How can South Africa’s T20I top-order improve significantly
Quinton de Kock, Cameron Delport, Colin Ingram, Rilee Rossouw, AB de Villiers, Heinrich Klaasen. An ideal South Africa T20 top six might look like this.
Unfortunately, three of these players are Kolpak and can't be picked in the team while AB de Villiers is still in two minds about his international career.
This has left South Africa with depleted resources to choose from and they went with the following top six on Sunday against England: Quinton de Kock, Temba Bavuma, Reeza Hendricks, Faf du Plessis, Rassie van der Dussen and Heinrich Klaasen.
South African cricket’s reasons for not picking Kolpak players is understandable. Their constant chirping on AB de Villiers’ uncertain position is also understandable. But, what is not understandable is how they arrived at the aforementioned top six, even with the depleted resources in hand.
This is South Africa's batting talent waiting in the wings in the squad: JJ Smuts, Pite van Biljon, David Miller (suspected Covid), Janneman Malan and Kyle Verreynne.
And while the above players are just options within the squad, there are the likes of Marco Marais, Wihaan Lubbe, Ryan Rickelton, Sinethemba Qeshile and Theunis de Bruyn on the sidelines, shining in domestic T20s.
South Africa aren't exactly spoilt for choice, but their available options aren't so bad that they had to resort to ones they did against England.
The Temba, Rassie, Reeza issue
While Rassie van der Dussen and Reeza Hendricks have plundered runs in domestic T20s, the quality in the circuit isn't much to write home about. Secondly, both have similar playing styles, where they start slow and try to catch up later. But with limited big-hitting skills - Reeza is virtually non-existent and van der Dussen over-dependent on his leg-side hitting. Hence, the duo’s efforts to catch up often end up affecting the team.
Temba Bavuma, meanwhile, is a fluent scorer in any format but doesn't exactly have the gameplay to go over the top consistently in the powerplay against world-class bowling. Sure, he might get the odd 25-ball 40, but it's likely to come against ordinary attacks. However, there's still a sense in keeping him around because the ICC T20 World Cup is in India next year and he is a fine player of spin and syncs well with Quinton de Kock at the top.

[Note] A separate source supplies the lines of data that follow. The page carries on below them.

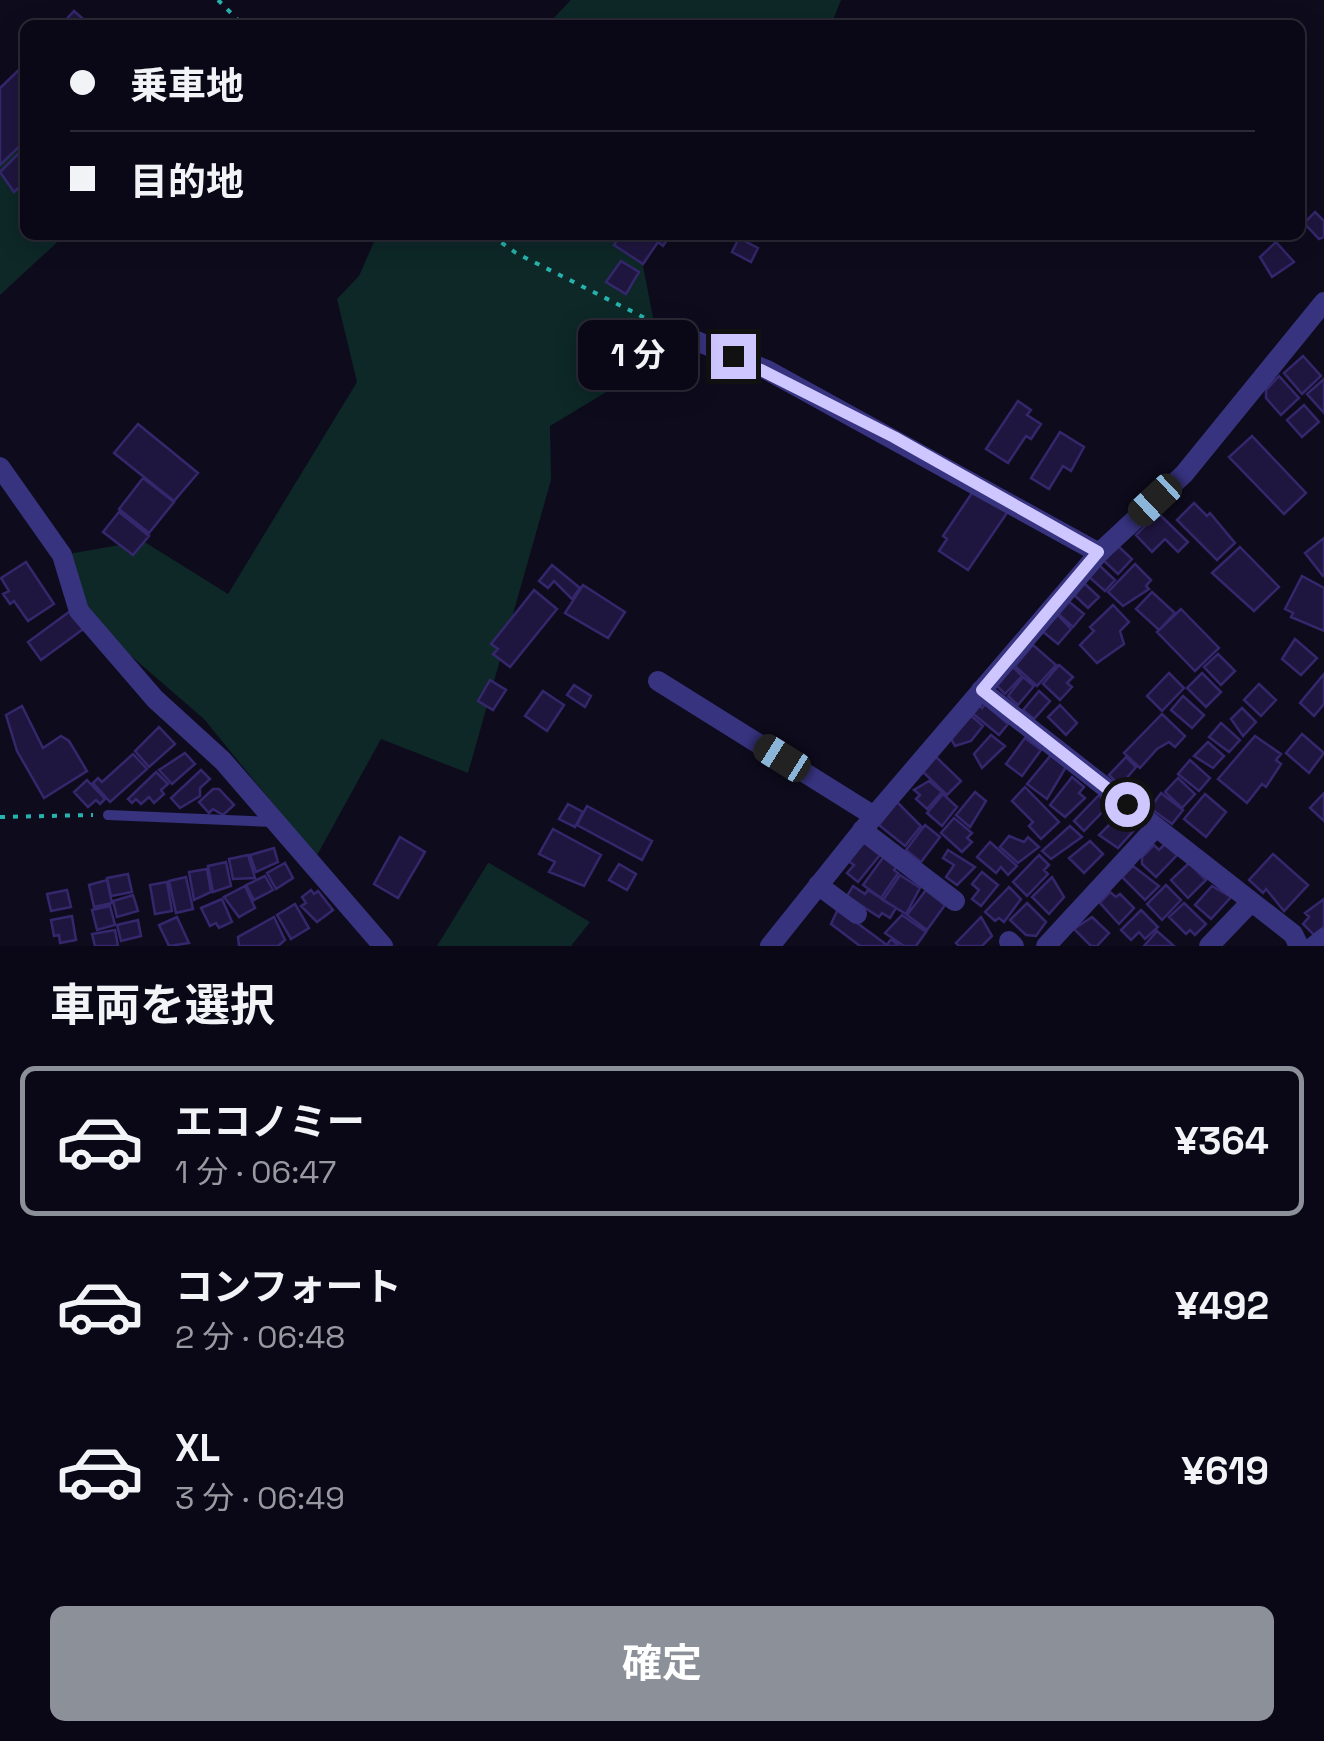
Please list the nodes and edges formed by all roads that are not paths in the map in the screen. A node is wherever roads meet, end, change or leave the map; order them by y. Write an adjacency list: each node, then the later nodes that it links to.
1 (1324, 302): 4 (street)
2 (665, 328): 4 (street)
3 (0, 467): 8 (street)
4 (1098, 552): 6 (street)
5 (658, 681): 9 (street)
6 (982, 690): 9 (street); 10 (street)
7 (108, 814): 8 (lane)
8 (274, 822): 16 (street)
9 (868, 823): 11 (street); 12 (street)
10 (1156, 827): 13 (street); 18 (street)
11 (818, 885): 14 (street); 17 (street)
12 (956, 901)
13 (1252, 902): 19 (street); 20 (street)
14 (856, 914)
15 (1324, 938): 21 (street)
16 (383, 946)
17 (770, 946)
18 (1046, 946)
19 (1209, 946)
20 (1299, 946)
21 (1314, 946)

But in this build-up period, the Proteas should really be testing Janneman Malan who has gone big in the Mzansi Super League and in the domestic T20 competition.
Like George Linde, JJ Smuts is another spin bowling all-rounder with big-hitting skills at the top. He isn't exactly a Henry Davids, but Smuts has enough quality compared to the ones in the eleven to get more chances.

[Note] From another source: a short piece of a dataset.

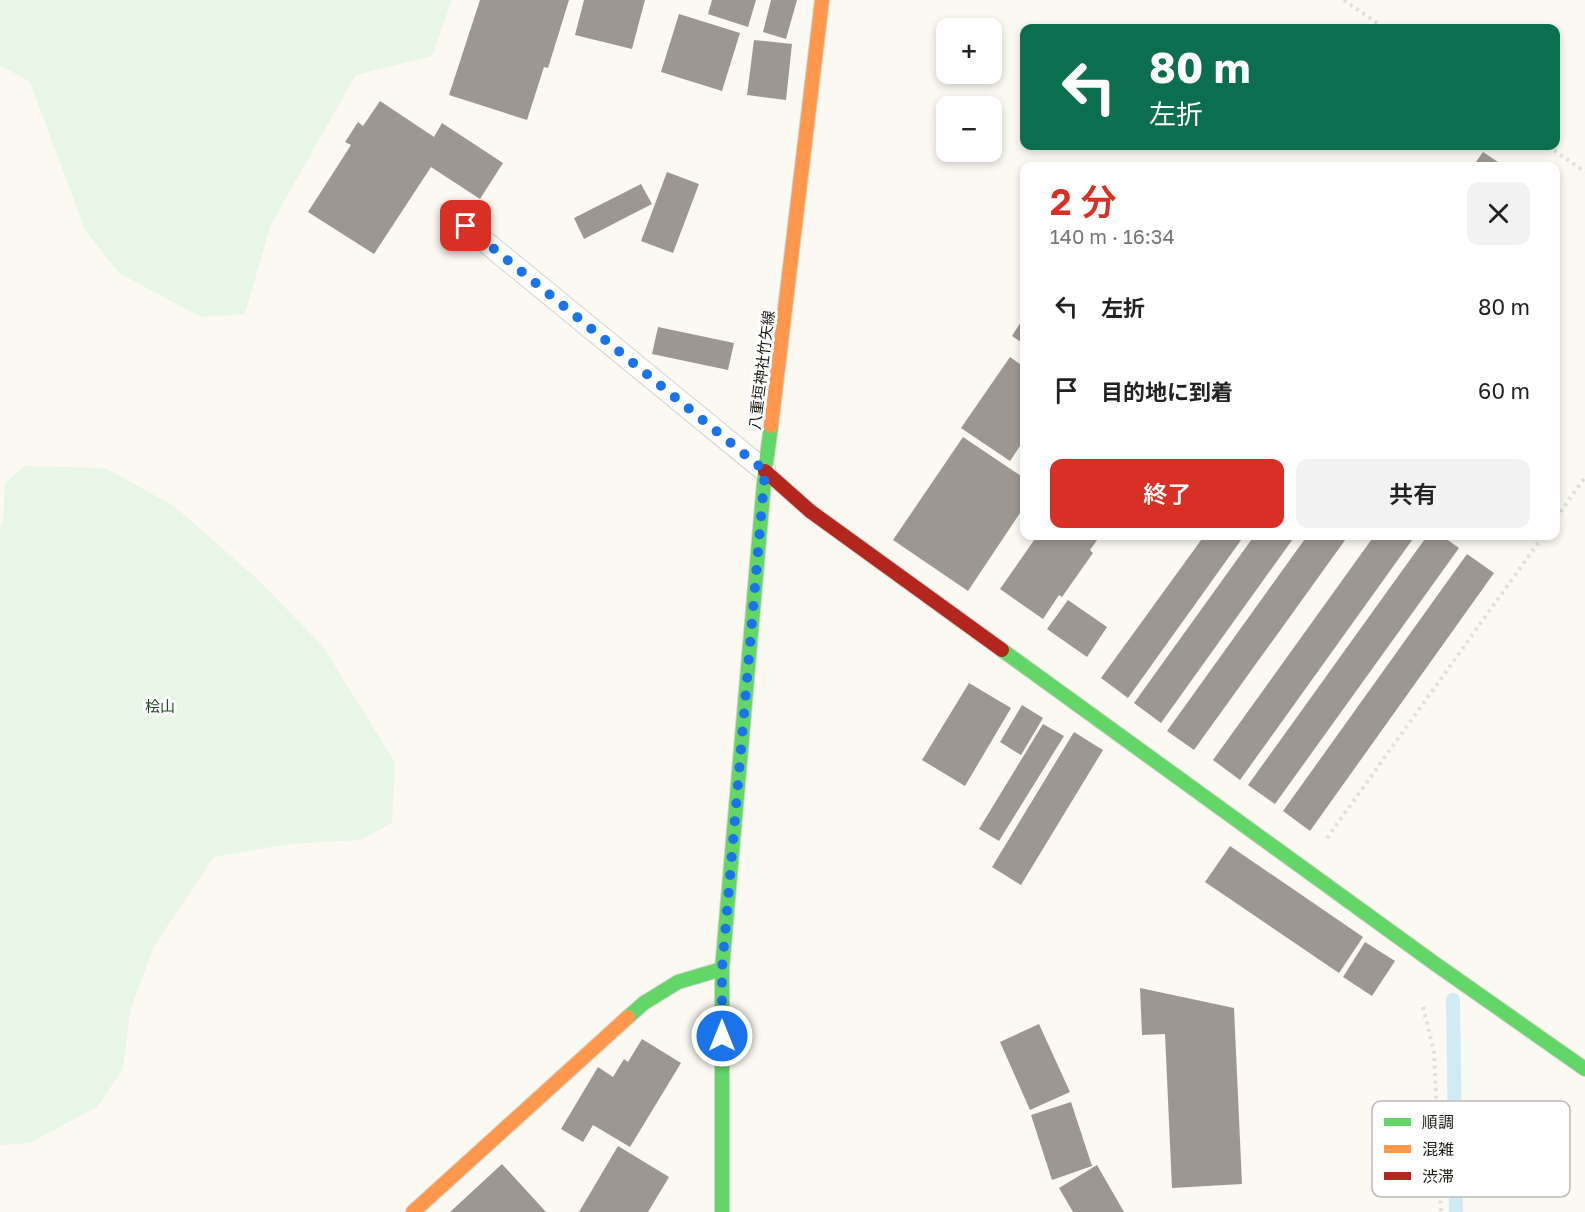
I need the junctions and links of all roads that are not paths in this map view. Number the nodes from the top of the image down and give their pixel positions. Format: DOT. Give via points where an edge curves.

Sure Heinrich Klaasen is a good hitter, who has proven his credentials in franchise cricket too, but like David Miller, South Africa are misusing him. Klaasen needs time at the crease before he unleashes his power shots and the ideal time/position for him to bat is between the 9-12 overs or in the no.4 or no.5 slot.
Miller was also pushed down the order by the Proteas when he has time and again shown he can be more destructive when given more time in the middle. However, Faf du Plessis, AB de Villiers and JP Duminy had all booked middle-order slots giving sufficient competition to Miller. Miller, though, could arguably have come above Duminy, who gets off the blocks quicker.
The ideal South Africa top six from available options: Quinton de Kock, Janneman Malan, Faf du Plessis/Temba Bavuma, Theunis de Bruyn/Aiden Markram, Heinrich Klaasen, and David Miller.
While South Africa could compete with the above six, they should ideally be keeping the likes of Marco Marais, Sinethemba Qeshile, Wihaan Lubbe and Ryan Rickelton in and around the setup.